§ EXCERPTED RECORDS:
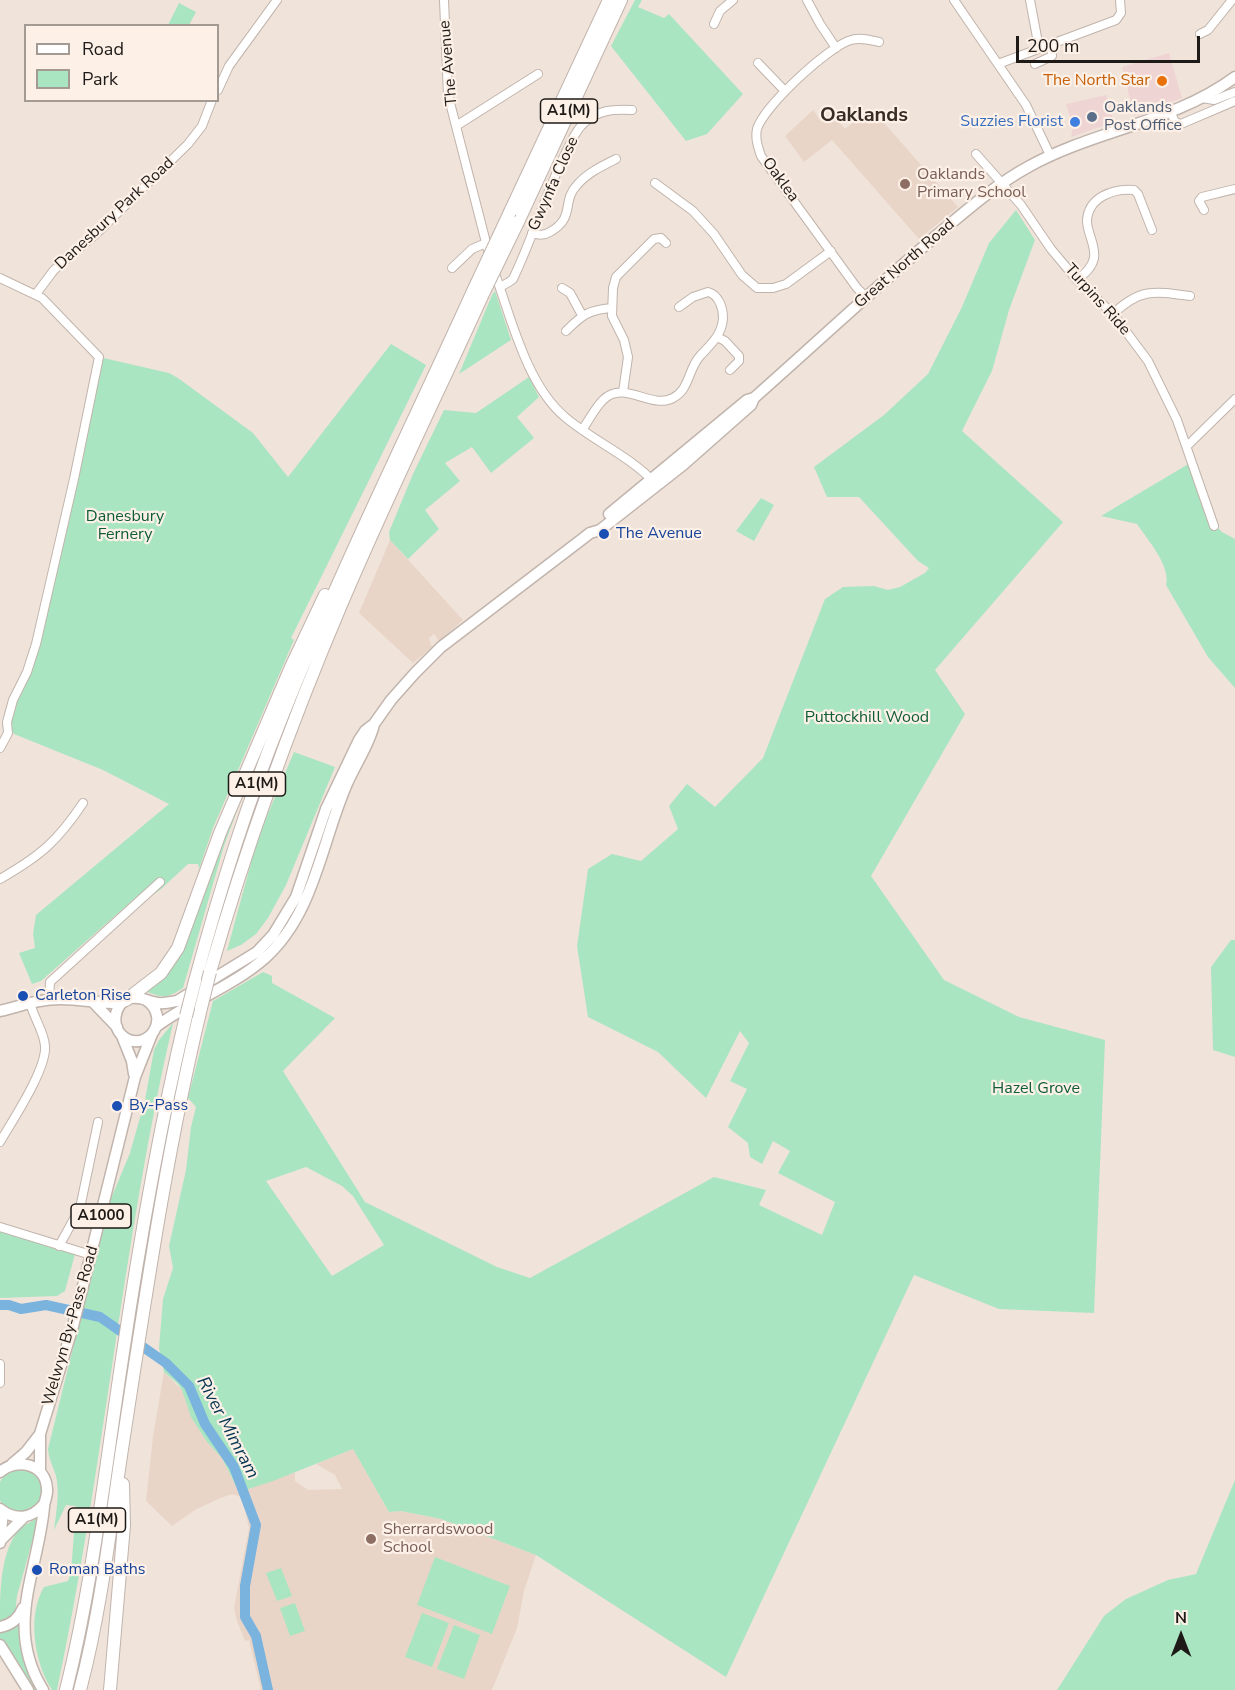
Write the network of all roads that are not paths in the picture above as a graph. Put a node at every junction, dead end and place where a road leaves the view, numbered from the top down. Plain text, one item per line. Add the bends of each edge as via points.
1 (277, 0) edge
2 (444, 0) edge
3 (609, 0) edge
4 (621, 0) edge
5 (733, 0) edge
6 (807, 0) edge
7 (954, 0) edge
8 (1030, 0) edge
9 (1120, 0) edge
10 (1232, 0) edge
11 (714, 24) dead end
12 (1200, 34) dead end
13 (879, 42) dead end
14 (1051, 44) junction
15 (836, 48) junction
16 (1039, 48) junction
17 (758, 63) dead end
18 (998, 64) junction
19 (1035, 64) dead end
20 (538, 74) dead end
21 (1235, 77) edge
22 (219, 88) edge
23 (784, 90) junction
24 (1227, 92) edge
25 (1235, 101) edge
26 (211, 102) edge
27 (632, 110) dead end
28 (1171, 112) junction
29 (456, 126) junction
30 (976, 154) dead end
31 (1050, 155) junction
32 (616, 159) dead end
33 (655, 183) dead end
34 (1002, 183) junction
35 (1235, 189) edge
36 (1204, 210) dead end
37 (514, 217) junction
38 (1152, 230) dead end
39 (532, 233) junction
40 (486, 243) junction
41 (666, 243) dead end
42 (831, 251) junction
43 (452, 268) dead end
44 (0, 278) edge
45 (1077, 280) junction
46 (500, 286) junction
47 (562, 288) dead end
48 (478, 293) junction
49 (36, 294) junction
50 (866, 297) junction
51 (1190, 297) dead end
52 (679, 307) dead end
53 (612, 308) junction
54 (1113, 314) junction
55 (582, 315) junction
56 (566, 331) dead end
57 (717, 337) junction
58 (730, 370) dead end
59 (623, 392) junction
60 (1235, 399) edge
61 (582, 430) junction
62 (1187, 446) junction
63 (655, 483) junction
64 (370, 514) junction
65 (1214, 526) dead end
66 (374, 724) junction
67 (0, 748) edge
68 (83, 803) dead end
69 (0, 879) edge
70 (160, 882) dead end
71 (49, 999) junction
72 (146, 1000) junction
73 (30, 1002) junction
74 (124, 1002) junction
75 (94, 1003) junction
76 (0, 1011) edge
77 (154, 1030) junction
78 (120, 1031) junction
79 (135, 1077) junction
80 (98, 1122) dead end
81 (0, 1142) edge
82 (0, 1227) edge
83 (59, 1245) junction
84 (91, 1256) junction
85 (0, 1364) edge
86 (0, 1383) edge
87 (40, 1434) junction
88 (122, 1450) junction
89 (4, 1467) edge
90 (40, 1472) junction
91 (44, 1504) junction
92 (1, 1510) edge
93 (24, 1517) junction
94 (1, 1542) edge
95 (25, 1602) junction
96 (0, 1627) edge
97 (0, 1646) edge
98 (67, 1686) edge
99 (81, 1687) edge
100 (28, 1690) edge
101 (43, 1690) edge
102 (110, 1690) edge

1 - 22 street via 240,50
2 - 29 street, The Avenue via 448,95
3 - 37 highway, A1(M)
4 - 37 highway, A1(M)
5 - 11 street via 720,11
6 - 15 street
7 - 18 street
8 - 16 street
9 - 14 street via 1121,13 1116,20
10 - 12 street via 1208,30
13 - 15 street, Oaklea via 853,39
14 - 16 street
14 - 19 street via 1052,56
15 - 23 street, Oaklea
16 - 18 street
17 - 23 street
18 - 31 street via 1026,105
20 - 29 street, The Avenue
21 - 24 main road, Great North Road
23 - 42 street, Oaklea via 758,127 758,147
24 - 28 main road, Great North Road
25 - 28 street via 1181,124 1175,122
26 - 49 street, Danesbury Park Road via 202,126 188,144 54,270
27 - 39 street, Gwynfa Close via 604,111 578,130
28 - 31 main road, Great North Road
29 - 40 street, The Avenue
30 - 34 street, Turpins Ride
31 - 34 main road, Great North Road
32 - 39 street via 574,187 565,220 555,229 545,235
33 - 42 street via 693,211 747,281 757,288 786,284
34 - 45 street, Turpins Ride
34 - 50 main road, Great North Road
35 - 36 street via 1202,197 1199,201
37 - 48 highway, A1(M), bridge
38 - 45 street via 1134,190 1102,197 1094,203 1087,222 1094,260
39 - 46 street, Gwynfa Close via 513,279
40 - 43 street via 472,249
40 - 46 street, The Avenue
41 - 53 street via 661,238 654,239 619,273
42 - 50 street, Oaklea
44 - 49 street
45 - 54 street, Turpins Ride
46 - 61 street, The Avenue via 519,344 543,391 553,406
47 - 55 street via 570,293
48 - 64 highway, A1(M)
48 - 88 highway, A1(M), bridge via 315,666 270,783 229,908 201,1008 174,1129
49 - 67 street via 99,357 36,644 13,700 8,733
50 - 63 main road, Great North Road
51 - 54 street via 1148,292 1128,301
52 - 57 street via 703,293 713,294 723,310
53 - 55 street
53 - 59 street via 628,357
54 - 62 street, Turpins Ride via 1148,361
55 - 56 street
57 - 58 street via 739,356
57 - 59 street via 673,398 653,399
59 - 61 street via 603,400
60 - 62 street
61 - 63 street, The Avenue
62 - 65 street, Turpins Ride
63 - 66 main road, Great North Road via 595,525 590,533 441,647 409,679
64 - 74 highway via 344,555 291,667 220,832 178,948 161,973
64 - 98 highway, A1(M), bridge via 280,721 236,843 195,981 161,1128
66 - 72 main road via 365,730 336,784 296,897 273,935 257,952 177,1001 164,1004
66 - 77 main road via 345,788 306,901 281,942 246,972 183,1008
68 - 69 street via 44,852
70 - 71 street via 50,982
71 - 73 main road
71 - 75 main road
72 - 74 main road via 134,998
72 - 77 main road via 158,1014
73 - 76 main road
73 - 81 street via 45,1044 44,1058
74 - 75 main road
74 - 78 main road via 115,1017
75 - 78 main road
77 - 78 main road via 136,1041
77 - 79 main road, Welwyn By-Pass Road / A1000
78 - 79 main road, Welwyn By-Pass Road / A1000
79 - 84 main road, Welwyn By-Pass Road / A1000
80 - 83 street via 80,1208
82 - 83 street
83 - 84 street
84 - 87 main road, Welwyn By-Pass Road / A1000
85 - 86 street
87 - 89 main road, Welwyn By-Pass Road / A1000 via 26,1452
87 - 90 main road, Welwyn By-Pass Road / A1000
88 - 99 highway, A1(M) via 96,1618
88 - 102 highway via 124,1525
89 - 90 main road via 27,1464
90 - 91 main road, Welwyn By-Pass Road via 47,1487
91 - 93 main road
91 - 95 main road, Welwyn By-Pass Road
92 - 93 main road
92 - 94 main road
93 - 94 main road
95 - 96 main road via 16,1619
95 - 101 main road, Welwyn By-Pass Road via 25,1645
97 - 100 main road

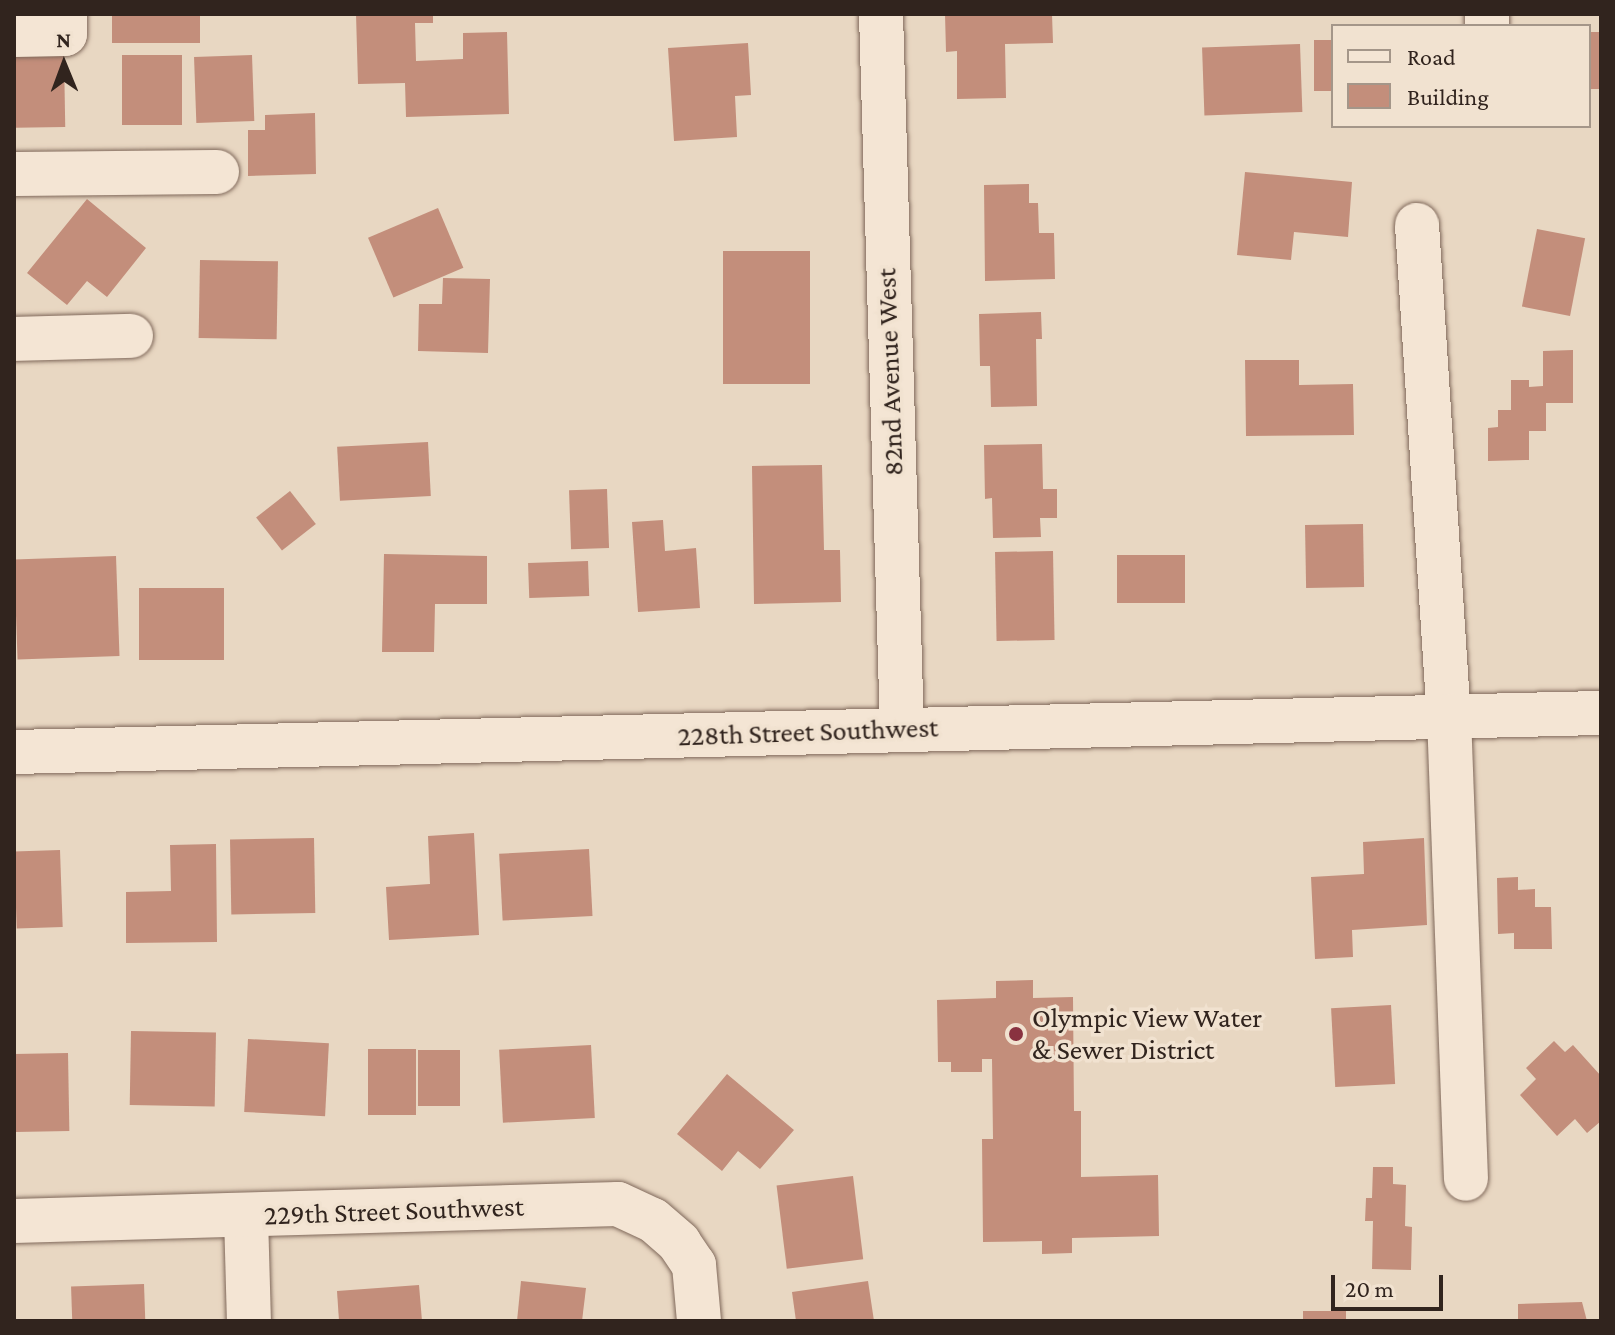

§ EXERCISE GOAL: Whenever a line in the data holds "Close", copy that line.

§ ANSWER BELOW:
27 - 39 street, Gwynfa Close via 604,111 578,130
39 - 46 street, Gwynfa Close via 513,279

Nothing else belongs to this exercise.